エラスト氏はまた、「協議の順番を解決する方法は容易ではありませんが、中東非WMD地帯を推進するさらなる取り組みには、両方の視点が必要です。」と語った。SIPRI報告書は、「どちらのアプローチも、中東決議をめぐる対立が2020年のNPT再検討会議で出てくることは妨げられないが、中東の軍備管理・軍縮の目標を促進し、長期的にはNPTを強化する可能性を、そのどちらもが秘めている。」と指摘している。
SIPRI報告書はさらに、「他の中東諸国が、イスラエルからの相互的な措置を待たずに、建設的な軍備管理対話を開始し、あるいは、軍備管理に関する自らの公約を強化すべく突き進もうとするのなら、非WMD地帯への舞台を設定する大きな進展を得ることができるかもしれない。」と述べ、中東唯一の核保有国を除いて非WMD地帯を創設するという第一のアプローチの方が比較的実行が容易、と指摘している。
エラスト氏は、「そうしたアプローチは、国連の支援による中東会議の実施を呼びかけた国連総会第一委員会決議によって、新たな政治的推進力を得ています。」と指摘したうえで、「アラブ諸国やイランによる本気度が、このプロセスを維持するのに十分なものであれば、この計画は成功する可能性があります。」と語った。

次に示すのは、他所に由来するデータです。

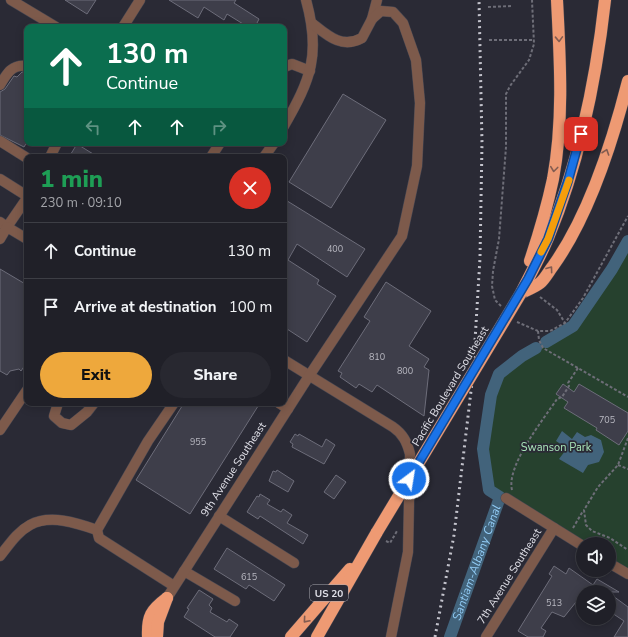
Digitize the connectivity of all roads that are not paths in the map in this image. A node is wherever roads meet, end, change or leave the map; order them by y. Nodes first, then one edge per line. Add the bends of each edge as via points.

3つの寄託国(米国・英国・ロシア)すべてからの支持があれば、イスラエル参加の可能性が増し、NPTにおける中東決議の不履行をめぐる緊張の安全弁として機能するかもしれない。
軍備管理協会「不拡散政策プログラム」の責任者ケルジー・ダベンポート氏が指摘するように、中東のWMDFZやNWFZに対して国際的な支持があり、中東のすべての国々によるものも含め、数々の決議が採択されているにも関わらず、非核・非大量破壊兵器地帯創設に向けたステップの条件や順番を巡る諸国の対立により、実際的な進展が妨げられてきた。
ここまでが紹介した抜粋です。